Today I heard a sermon by Alistair Begg on the life of Abraham (actually, at the time still using the name Abram). At one point Pastor Begg said something like, When faith comes up against questions, then the questions have to go.

He was referring to 75-year-old Abram, having believed God when He promised to give his descendants the land He’d brought him to, confronting questions ten years later. How long do I have to wait? Is this really going to happen? Maybe I misunderstood and this nation will be built through my servant who stands to be my heir. No, God said, your descendants will be as numerous as the stars.

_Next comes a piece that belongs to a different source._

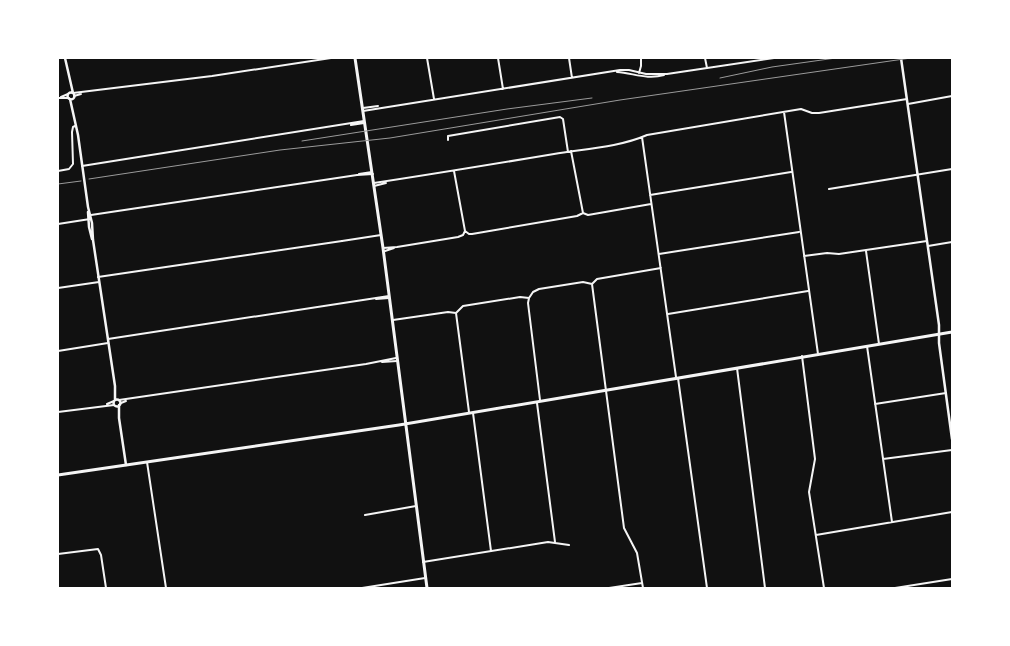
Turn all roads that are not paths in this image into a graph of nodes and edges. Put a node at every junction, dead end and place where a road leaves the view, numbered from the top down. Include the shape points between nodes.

So, another 13 or so years pass, with missteps along the way. And when Abram knows it is impossible for he and his wife to have a child, God renews His promise. What’s Abram to believe? His rational understanding of the way the world works (he knew his body was as good as dead when it came to procreation and he knew his wife was past her child-bearing years), or the promise of God? His reason, or his faith?

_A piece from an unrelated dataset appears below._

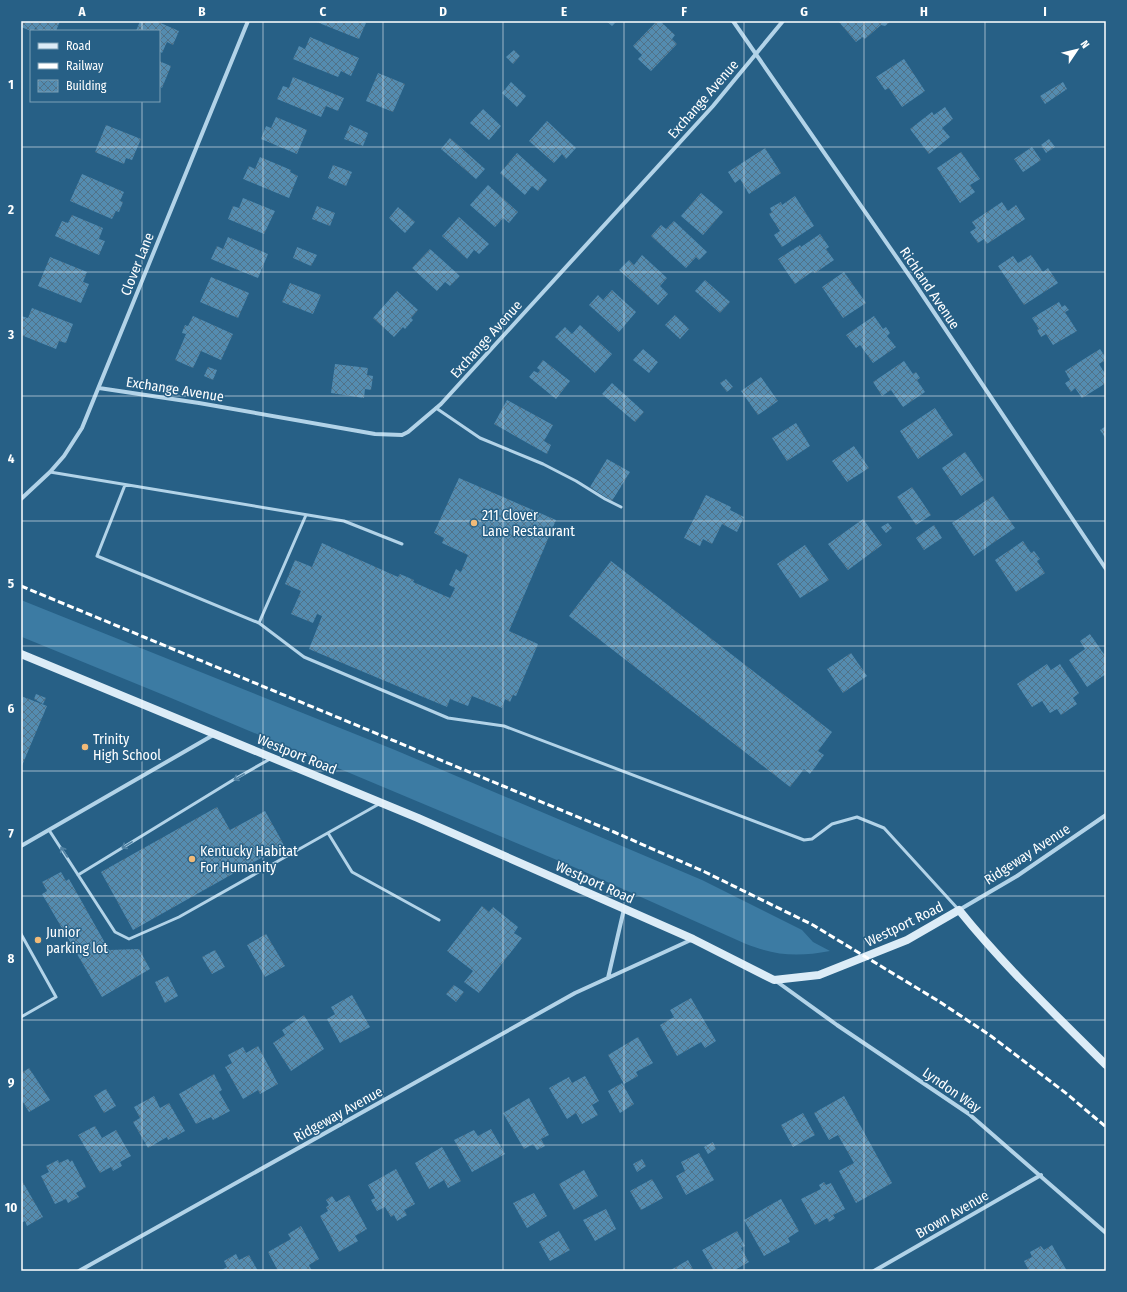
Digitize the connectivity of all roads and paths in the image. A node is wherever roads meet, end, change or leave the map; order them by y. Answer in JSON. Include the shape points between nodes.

“And Abraham believed God and it was reckoned to him as righteousness, and he was called the friend of God” (James 2:23). Abraham believed God.

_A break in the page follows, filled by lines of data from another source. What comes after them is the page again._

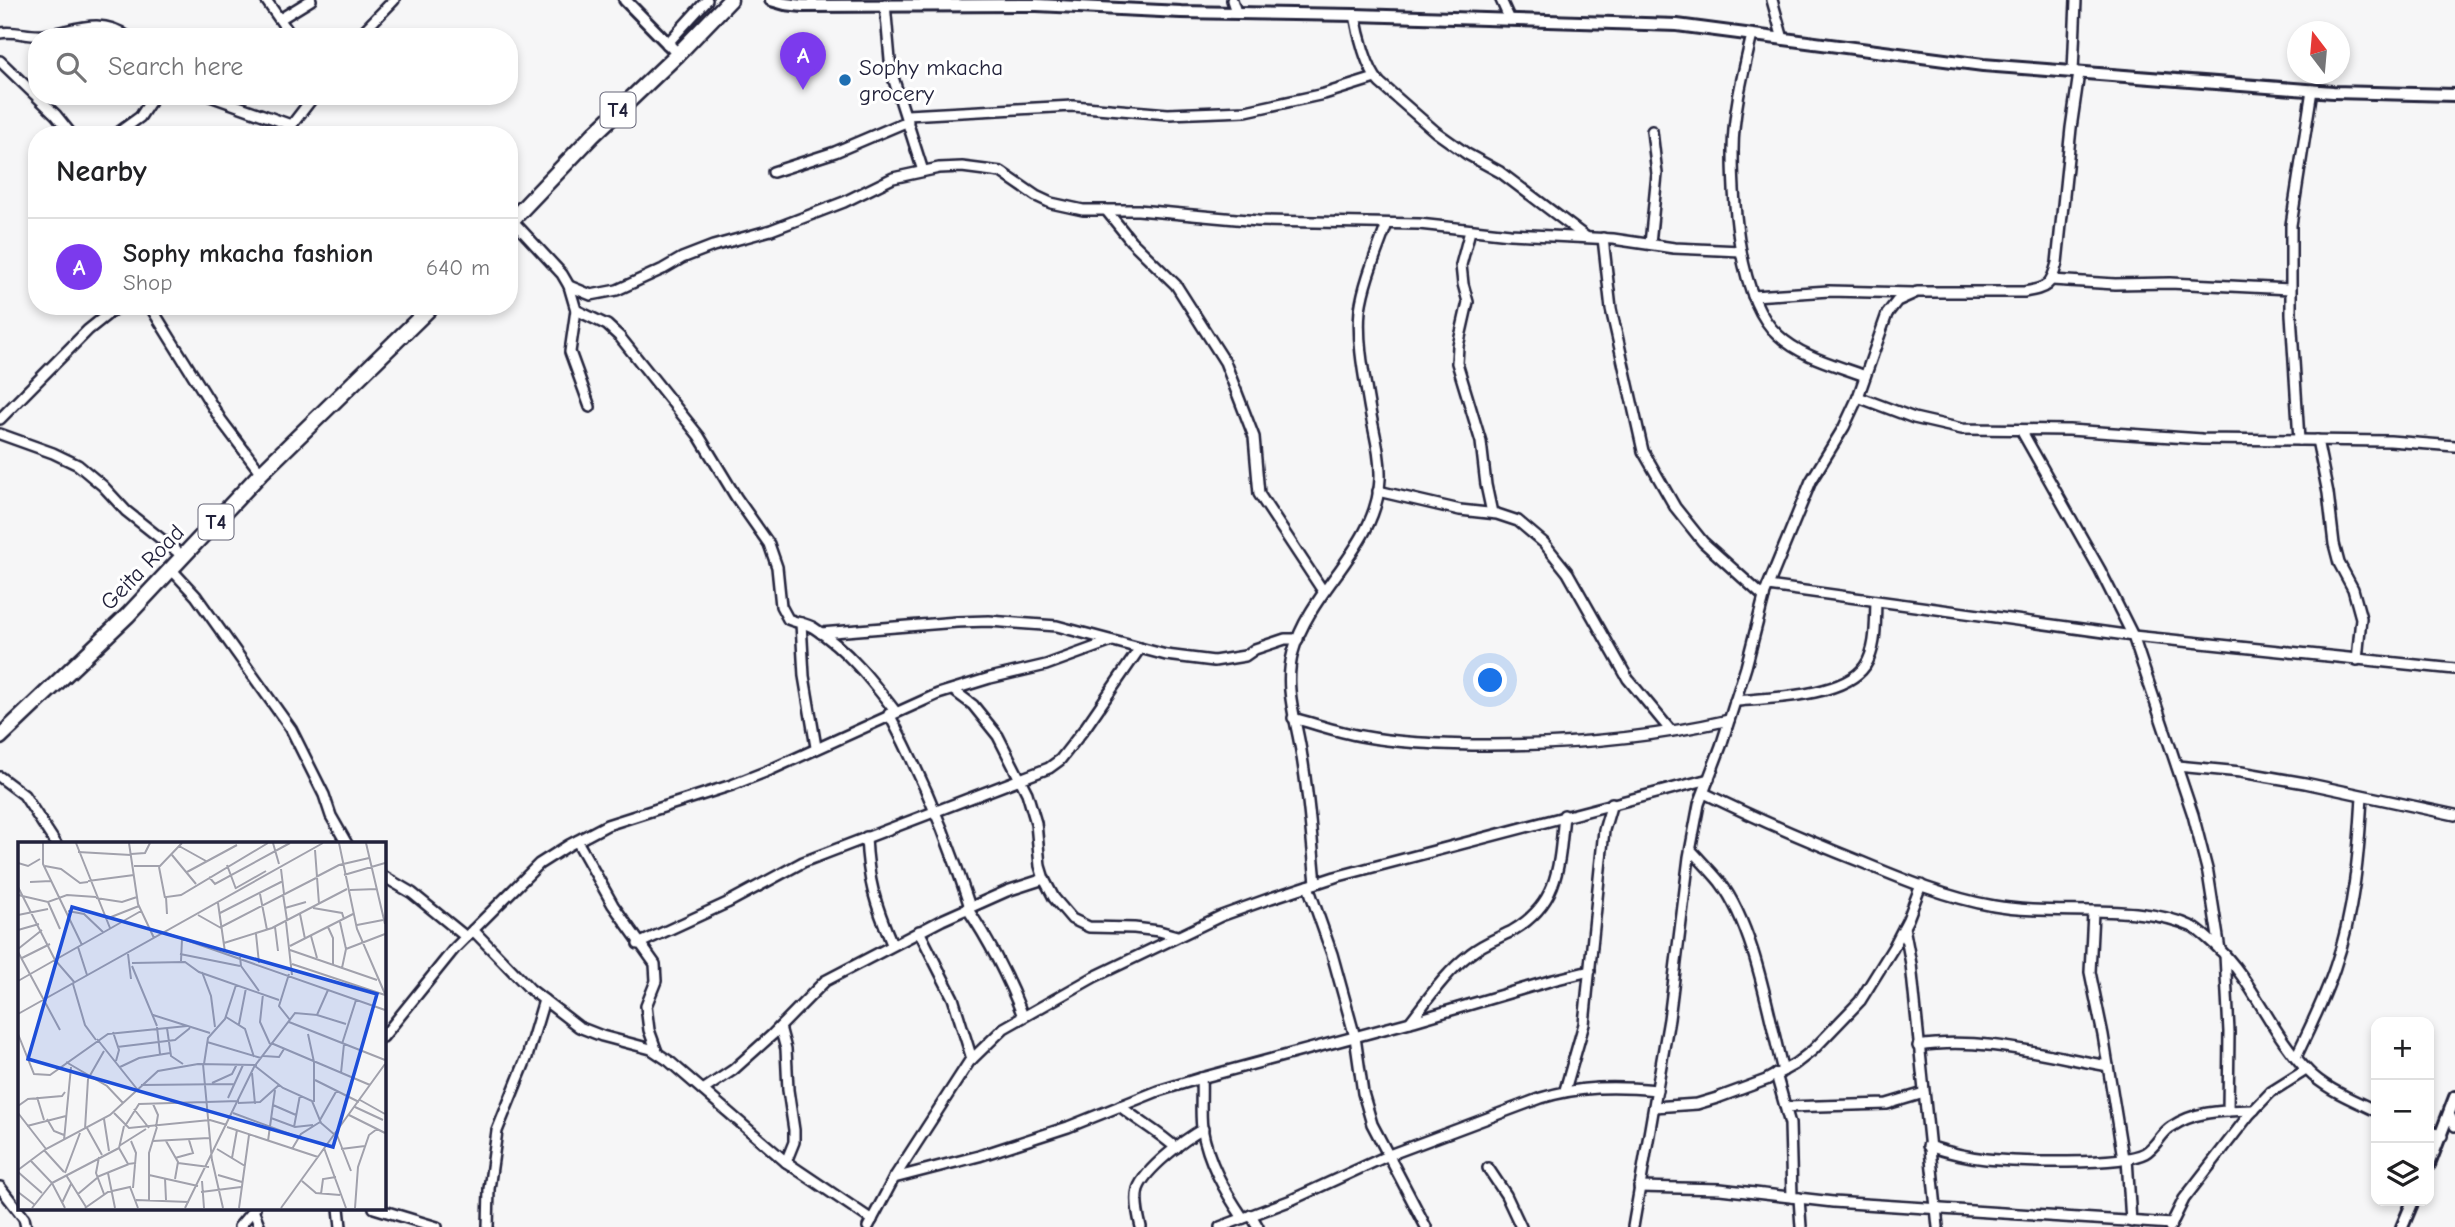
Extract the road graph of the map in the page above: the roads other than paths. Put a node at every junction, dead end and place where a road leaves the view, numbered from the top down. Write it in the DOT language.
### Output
graph roads {
  1 [pos="266,0"];
  2 [pos="311,0"];
  3 [pos="394,0"];
  4 [pos="625,0"];
  5 [pos="707,0"];
  6 [pos="730,0"];
  7 [pos="771,0"];
  8 [pos="1232,0"];
  9 [pos="1502,0"];
  10 [pos="1772,0"];
  11 [pos="2076,0"];
  12 [pos="885,4"];
  13 [pos="1236,12"];
  14 [pos="1355,15"];
  15 [pos="280,19"];
  16 [pos="1510,20"];
  17 [pos="75,28"];
  18 [pos="111,28"];
  19 [pos="286,28"];
  20 [pos="367,28"];
  21 [pos="0,33"];
  22 [pos="28,34"];
  23 [pos="1752,35"];
  24 [pos="1783,39"];
  25 [pos="673,49"];
  26 [pos="0,61"];
  27 [pos="2076,73"];
  28 [pos="1376,78"];
  29 [pos="28,88"];
  30 [pos="2312,90"];
  31 [pos="2455,95"];
  32 [pos="46,105"];
  33 [pos="148,105"];
  34 [pos="235,105"];
  35 [pos="307,105"];
  36 [pos="908,118"];
  37 [pos="291,125"];
  38 [pos="65,126"];
  39 [pos="128,126"];
  40 [pos="1652,131"];
  41 [pos="923,171"];
  42 [pos="773,172"];
  43 [pos="1107,210"];
  44 [pos="518,215"];
  45 [pos="1387,224"];
  46 [pos="518,229"];
  47 [pos="1470,231"];
  48 [pos="1586,237"];
  49 [pos="1603,238"];
  50 [pos="1650,244"];
  51 [pos="1741,251"];
  52 [pos="2052,280"];
  53 [pos="569,286"];
  54 [pos="2290,289"];
  55 [pos="1914,293"];
  56 [pos="1753,296"];
  57 [pos="576,310"];
  58 [pos="107,315"];
  59 [pos="156,315"];
  60 [pos="423,315"];
  61 [pos="1865,376"];
  62 [pos="1858,397"];
  63 [pos="590,407"];
  64 [pos="0,419"];
  65 [pos="2021,430"];
  66 [pos="0,435"];
  67 [pos="2299,440"];
  68 [pos="2316,440"];
  69 [pos="2455,446"];
  70 [pos="261,473"];
  71 [pos="1378,491"];
  72 [pos="1492,513"];
  73 [pos="184,557"];
  74 [pos="172,570"];
  75 [pos="1768,586"];
  76 [pos="1323,591"];
  77 [pos="1764,597"];
  78 [pos="1876,602"];
  79 [pos="801,623"];
  80 [pos="821,634"];
  81 [pos="2133,636"];
  82 [pos="1298,639"];
  83 [pos="1112,641"];
  84 [pos="1140,648"];
  85 [pos="2357,660"];
  86 [pos="2455,669"];
  87 [pos="953,690"];
  88 [pos="1735,701"];
  89 [pos="892,713"];
  90 [pos="1293,718"];
  91 [pos="1729,720"];
  92 [pos="1671,731"];
  93 [pos="0,737"];
  94 [pos="817,747"];
  95 [pos="2177,766"];
  96 [pos="0,777"];
  97 [pos="1019,778"];
  98 [pos="1709,779"];
  99 [pos="1704,793"];
  100 [pos="2362,796"];
  101 [pos="1612,803"];
  102 [pos="934,811"];
  103 [pos="1564,815"];
  104 [pos="2455,815"];
  105 [pos="866,837"];
  106 [pos="577,841"];
  107 [pos="56,842"];
  108 [pos="346,842"];
  109 [pos="1691,850"];
  110 [pos="385,877"];
  111 [pos="1044,879"];
  112 [pos="1312,885"];
  113 [pos="1921,885"];
  114 [pos="968,908"];
  115 [pos="2092,912"];
  116 [pos="1904,927"];
  117 [pos="919,931"];
  118 [pos="470,933"];
  119 [pos="1177,936"];
  120 [pos="638,944"];
  121 [pos="892,944"];
  122 [pos="2223,952"];
  123 [pos="1590,971"];
  124 [pos="544,1000"];
  125 [pos="1023,1016"];
  126 [pos="1410,1023"];
  127 [pos="780,1027"];
  128 [pos="385,1035"];
  129 [pos="1355,1037"];
  130 [pos="1918,1046"];
  131 [pos="657,1054"];
  132 [pos="2296,1057"];
  133 [pos="972,1059"];
  134 [pos="2108,1066"];
  135 [pos="2306,1069"];
  136 [pos="1779,1072"];
  137 [pos="1201,1078"];
  138 [pos="703,1090"];
  139 [pos="1565,1090"];
  140 [pos="1657,1090"];
  141 [pos="1924,1093"];
  142 [pos="2455,1097"];
  143 [pos="1120,1106"];
  144 [pos="1654,1107"];
  145 [pos="1786,1107"];
  146 [pos="2371,1108"];
  147 [pos="2254,1110"];
  148 [pos="2228,1111"];
  149 [pos="2449,1114"];
  150 [pos="2455,1126"];
  151 [pos="1203,1129"];
  152 [pos="2434,1133"];
  153 [pos="2442,1136"];
  154 [pos="1928,1146"];
  155 [pos="1176,1148"];
  156 [pos="2434,1154"];
  157 [pos="1389,1155"];
  158 [pos="2125,1158"];
  159 [pos="786,1162"];
  160 [pos="1488,1168"];
  161 [pos="894,1178"];
  162 [pos="0,1187"];
  163 [pos="1639,1187"];
  164 [pos="1796,1198"];
  165 [pos="2411,1206"];
  166 [pos="253,1210"];
  167 [pos="254,1210"];
  168 [pos="381,1210"];
  169 [pos="1935,1210"];
  170 [pos="1247,1217"];
  171 [pos="870,1223"];
  172 [pos="2128,1223"];
  173 [pos="2171,1225"];
  174 [pos="26,1227"];
  175 [pos="239,1227"];
  176 [pos="260,1227"];
  177 [pos="437,1227"];
  178 [pos="488,1227"];
  179 [pos="1141,1227"];
  180 [pos="1220,1227"];
  181 [pos="1258,1227"];
  182 [pos="1426,1227"];
  183 [pos="1521,1227"];
  184 [pos="1633,1227"];
  185 [pos="1801,1227"];
  186 [pos="1938,1227"];
  187 [pos="2402,1227"];
  1 -- 15 [label="street"];
  2 -- 15 [label="street"];
  3 -- 20 [label="street"];
  4 -- 25 [label="street"];
  5 -- 25 [label="street"];
  6 -- 25 [label="highway, T4"];
  7 -- 12 [label="street"];
  8 -- 13 [label="street"];
  9 -- 16 [label="street"];
  10 -- 24 [label="street"];
  11 -- 27 [label="street"];
  12 -- 13 [label="street"];
  12 -- 36 [label="street"];
  13 -- 14 [label="street"];
  14 -- 16 [label="street"];
  14 -- 28 [label="street"];
  15 -- 19 [label="street"];
  16 -- 23 [label="street"];
  17 -- 18 [label="street"];
  21 -- 22 [label="street"];
  23 -- 24 [label="street"];
  23 -- 51 [label="street"];
  24 -- 27 [label="street"];
  25 -- 44 [label="highway, T4"];
  26 -- 29 [label="street"];
  27 -- 30 [label="street"];
  27 -- 52 [label="street"];
  28 -- 36 [label="street"];
  28 -- 48 [label="street"];
  30 -- 31 [label="street"];
  30 -- 54 [label="street"];
  32 -- 38 [label="street"];
  33 -- 39 [label="street"];
  34 -- 37 [label="street"];
  35 -- 37 [label="street"];
  36 -- 41 [label="street"];
  36 -- 42 [label="street"];
  40 -- 50 [label="street"];
  41 -- 43 [label="street"];
  41 -- 53 [label="street"];
  43 -- 45 [label="street"];
  43 -- 76 [label="street"];
  45 -- 47 [label="street"];
  45 -- 71 [label="street"];
  46 -- 53 [label="street"];
  47 -- 48 [label="street"];
  47 -- 72 [label="street"];
  48 -- 49 [label="street"];
  49 -- 50 [label="street"];
  49 -- 77 [label="street"];
  50 -- 51 [label="street"];
  51 -- 56 [label="street"];
  52 -- 54 [label="street"];
  52 -- 55 [label="street"];
  53 -- 57 [label="street"];
  54 -- 67 [label="street"];
  55 -- 56 [label="street"];
  55 -- 61 [label="street"];
  56 -- 61 [label="street"];
  57 -- 63 [label="street"];
  57 -- 79 [label="street"];
  58 -- 64 [label="street"];
  59 -- 70 [label="street"];
  60 -- 70 [label="highway, Geita Road / T4"];
  61 -- 62 [label="street"];
  62 -- 65 [label="street"];
  62 -- 75 [label="street"];
  65 -- 67 [label="street"];
  65 -- 81 [label="street"];
  66 -- 73 [label="street"];
  67 -- 68 [label="street"];
  68 -- 69 [label="street"];
  68 -- 85 [label="street"];
  70 -- 73 [label="highway, Geita Road / T4"];
  71 -- 72 [label="street"];
  71 -- 76 [label="street"];
  72 -- 92 [label="street"];
  73 -- 74 [label="highway, Geita Road / T4"];
  74 -- 93 [label="highway, Geita Road / T4"];
  74 -- 108 [label="street"];
  75 -- 77 [label="street"];
  75 -- 78 [label="street"];
  76 -- 82 [label="street"];
  77 -- 88 [label="street"];
  78 -- 81 [label="street"];
  78 -- 88 [label="street"];
  79 -- 80 [label="street"];
  79 -- 94 [label="street"];
  80 -- 83 [label="street"];
  80 -- 89 [label="street"];
  81 -- 85 [label="street"];
  81 -- 95 [label="street"];
  82 -- 84 [label="street"];
  82 -- 90 [label="street"];
  83 -- 84 [label="street"];
  83 -- 87 [label="street"];
  84 -- 97 [label="street"];
  85 -- 86 [label="street"];
  87 -- 89 [label="street"];
  87 -- 97 [label="street"];
  88 -- 91 [label="street"];
  89 -- 94 [label="street"];
  89 -- 102 [label="street"];
  90 -- 92 [label="street"];
  90 -- 112 [label="street"];
  91 -- 92 [label="street"];
  91 -- 98 [label="street"];
  94 -- 106 [label="street"];
  95 -- 100 [label="street"];
  95 -- 122 [label="street"];
  96 -- 107 [label="street"];
  97 -- 102 [label="street"];
  97 -- 111 [label="street"];
  98 -- 99 [label="street"];
  98 -- 101 [label="street"];
  99 -- 109 [label="street"];
  99 -- 113 [label="street"];
  100 -- 104 [label="street"];
  100 -- 132 [label="street"];
  101 -- 103 [label="street"];
  101 -- 123 [label="street"];
  102 -- 105 [label="street"];
  102 -- 114 [label="street"];
  103 -- 112 [label="street"];
  103 -- 126 [label="street"];
  105 -- 120 [label="street"];
  105 -- 121 [label="street"];
  106 -- 118 [label="street"];
  106 -- 120 [label="street"];
  109 -- 136 [label="street"];
  109 -- 140 [label="street"];
  110 -- 118 [label="street"];
  111 -- 114 [label="street"];
  111 -- 119 [label="street"];
  112 -- 119 [label="street"];
  112 -- 129 [label="street"];
  113 -- 115 [label="street"];
  113 -- 116 [label="street"];
  114 -- 117 [label="street"];
  114 -- 125 [label="street"];
  115 -- 122 [label="street"];
  115 -- 134 [label="street"];
  116 -- 130 [label="street"];
  116 -- 136 [label="street"];
  117 -- 121 [label="street"];
  117 -- 133 [label="street"];
  118 -- 124 [label="street"];
  118 -- 128 [label="street"];
  119 -- 125 [label="street"];
  120 -- 131 [label="street"];
  121 -- 127 [label="street"];
  122 -- 132 [label="street"];
  122 -- 148 [label="street"];
  123 -- 126 [label="street"];
  123 -- 139 [label="street"];
  124 -- 131 [label="street"];
  124 -- 178 [label="street"];
  125 -- 133 [label="street"];
  126 -- 129 [label="street"];
  127 -- 138 [label="street"];
  127 -- 159 [label="street"];
  129 -- 137 [label="street"];
  129 -- 157 [label="street"];
  130 -- 134 [label="street"];
  130 -- 141 [label="street"];
  131 -- 138 [label="street"];
  132 -- 135 [label="street"];
  133 -- 161 [label="street"];
  134 -- 158 [label="street"];
  135 -- 146 [label="street"];
  135 -- 147 [label="street"];
  136 -- 144 [label="street"];
  136 -- 145 [label="street"];
  137 -- 143 [label="street"];
  137 -- 151 [label="street"];
  138 -- 159 [label="street"];
  139 -- 140 [label="street"];
  139 -- 157 [label="street"];
  140 -- 144 [label="street"];
  141 -- 145 [label="street"];
  141 -- 154 [label="street"];
  142 -- 149 [label="street"];
  143 -- 155 [label="street"];
  143 -- 161 [label="street"];
  144 -- 163 [label="street"];
  145 -- 164 [label="street"];
  147 -- 148 [label="street"];
  147 -- 173 [label="street"];
  148 -- 158 [label="street"];
  149 -- 150 [label="street"];
  149 -- 153 [label="street"];
  151 -- 155 [label="street"];
  151 -- 170 [label="street"];
  152 -- 153 [label="street"];
  153 -- 156 [label="street"];
  154 -- 158 [label="street"];
  154 -- 169 [label="street"];
  155 -- 179 [label="street"];
  157 -- 170 [label="street"];
  157 -- 182 [label="street"];
  158 -- 172 [label="street"];
  159 -- 171 [label="street"];
  160 -- 183 [label="street"];
  161 -- 171 [label="street"];
  162 -- 174 [label="street"];
  163 -- 164 [label="street"];
  163 -- 184 [label="street"];
  164 -- 169 [label="street"];
  164 -- 185 [label="street"];
  165 -- 187 [label="street"];
  166 -- 175 [label="street"];
  167 -- 176 [label="street"];
  168 -- 177 [label="street"];
  169 -- 172 [label="street"];
  169 -- 186 [label="street"];
  170 -- 180 [label="street"];
  170 -- 181 [label="street"];
  172 -- 173 [label="street"];
}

He didn’t hope something into existence without cause and against all odds. Rather, he believed God was powerful and completely true to His word. He believed God was not limited by what Abraham had heretofore experienced. (I’ve never seen a 99-year-old man father a child, so it can’t happen.)

Oddly, this kind of faith is out of vogue. Well, I suppose it isn’t so odd. After all, Satan, a liar and the father of lies, has been lying about God and His work and plan since those days in Eden. Then along came modernism, buoyed by rationalism. And we have professing Christians saying things like this:

Our earlier understandings of Creation and of most Christian doctrines no longer make sense because we now know more about Creation, that is, we know more about God’s acts as Creator. We’re capable of higher understandings.
Acts of Being: Updating Thomistic Existentialism

So why, I wonder, wasn’t Abraham justified by reason instead of by faith?